Eleven reliable in-vitro gene-mutation studies (reliability 1 or 2) in bacteria are available for C10-DMA, C12-DMA, C12-14-DMA, C14-DMA, C16-DMA, C12-18 DMA and C18-DMA. All studies were performed according to the OECD TG 471. The results of these studies are comparable, demonstrating no mutagenic potential of DMAs.


Four in-vitro cytogenetic studies in mammalian cells are available for C10-DMA, C16-DMA, C12-18 DMA and for C18 -DMA. In addition, six in-vitro gene mutation studies in mammalian cells are available for the substances C10-DMA, C12-14-DMA, C16-DMA, C12-18 DMA and C18-DMA. All of these studies were performed according to OECD Guideline 473 or 476 respectively and merit Klimisch rating of 1. No mutagenic/no clastogenic potential was found. Based on the results obtained is not expected that the chain length variation influences the genotoxicity of DMAs.


Further one reliable (reliability 1) in vivo cytogenetic study according to OECD TG 474 is available for C12-14-DMA, demonstrating lack of genotoxic activity of DMAs in vivo as well.


All in all, data on genotoxicity are consistent.

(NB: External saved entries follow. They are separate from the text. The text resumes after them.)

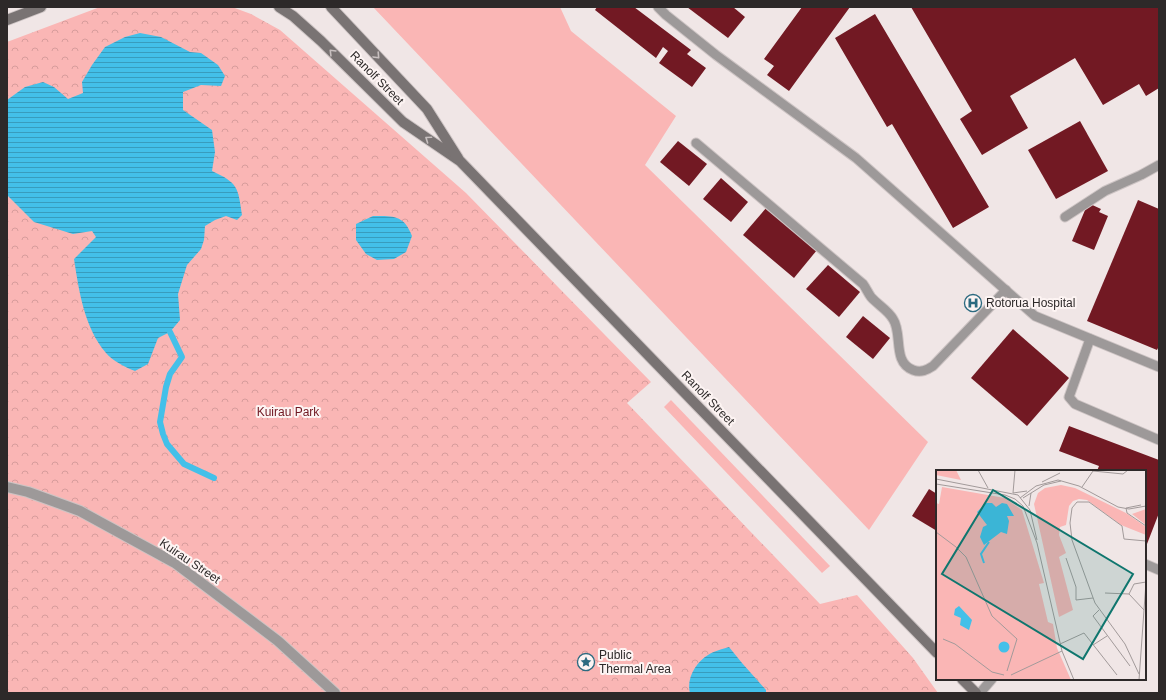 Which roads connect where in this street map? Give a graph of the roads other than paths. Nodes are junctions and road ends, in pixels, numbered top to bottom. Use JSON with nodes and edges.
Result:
{"nodes":[{"id":1,"x":41,"y":7,"type":"edge"},
{"id":2,"x":279,"y":7,"type":"edge"},
{"id":3,"x":331,"y":7,"type":"edge"},
{"id":4,"x":658,"y":7,"type":"edge"},
{"id":5,"x":7,"y":20,"type":"edge"},
{"id":6,"x":696,"y":143,"type":"dead end"},
{"id":7,"x":460,"y":161,"type":"junction"},
{"id":8,"x":1159,"y":165,"type":"edge"},
{"id":9,"x":1065,"y":217,"type":"dead end"},
{"id":10,"x":1006,"y":290,"type":"junction"},
{"id":11,"x":1090,"y":339,"type":"junction"},
{"id":12,"x":1159,"y":366,"type":"edge"},
{"id":13,"x":1159,"y":440,"type":"edge"},
{"id":14,"x":7,"y":487,"type":"edge"},
{"id":15,"x":1146,"y":564,"type":"edge"},
{"id":16,"x":1159,"y":570,"type":"edge"},
{"id":17,"x":936,"y":652,"type":"edge"},
{"id":18,"x":963,"y":680,"type":"edge"},
{"id":19,"x":991,"y":680,"type":"edge"},
{"id":20,"x":335,"y":693,"type":"edge"},
{"id":21,"x":976,"y":693,"type":"edge"},
{"id":22,"x":980,"y":693,"type":"edge"}],
"edges":[{"from":1,"to":5,"type":"main road"},
{"from":7,"to":2,"type":"main road","name":"Ranolf Street","one_way":true},
{"from":3,"to":7,"type":"main road","name":"Ranolf Street","one_way":true},
{"from":4,"to":10,"type":"lane"},
{"from":6,"to":10,"type":"lane"},
{"from":7,"to":17,"type":"main road","name":"Ranolf Street"},
{"from":8,"to":9,"type":"lane"},
{"from":10,"to":11,"type":"lane"},
{"from":11,"to":12,"type":"lane"},
{"from":11,"to":13,"type":"lane"},
{"from":14,"to":20,"type":"street","name":"Kuirau Street"},
{"from":15,"to":16,"type":"lane"},
{"from":18,"to":21,"type":"main road"},
{"from":19,"to":22,"type":"lane"}]} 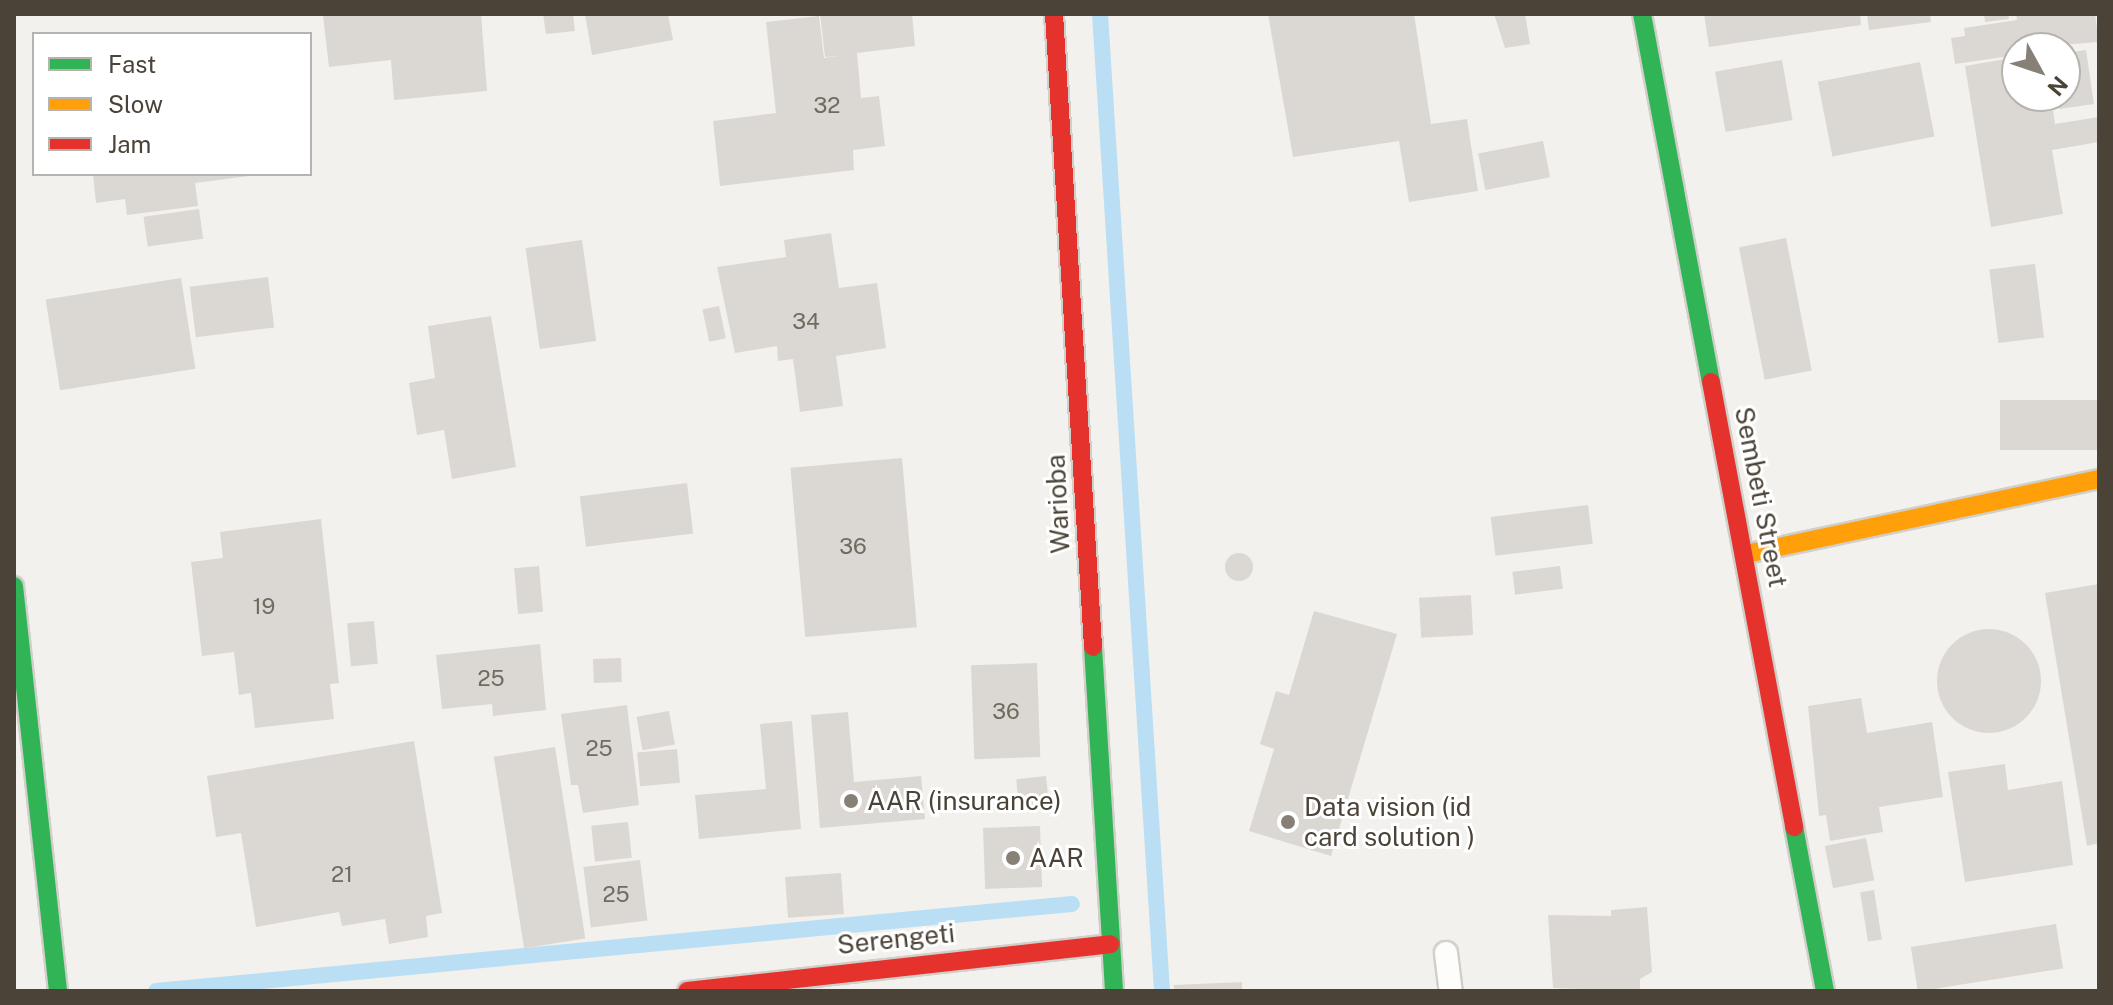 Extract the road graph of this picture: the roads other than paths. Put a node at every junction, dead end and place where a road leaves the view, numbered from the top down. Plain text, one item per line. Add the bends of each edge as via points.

In vitro as well as in vivo data showed no genotoxic potential for the members of this category.


No classification according to Regulation (EC) No. 1272/2008 is warranted to members of DMAs and no further testing is needed.

Justification for classification or non-classification

In a reliable set of bacterial mutation assays, gene mutation studies in mammalian cells, and in vitro cytogenicity tests and one in vivo mutagenicity test, the DMAs of this category did not exert mutagenic or clastogenic activity.


Based on the available data no classification for mutagenicity according to Regulation (EC) No. 1272/2008 is necessary.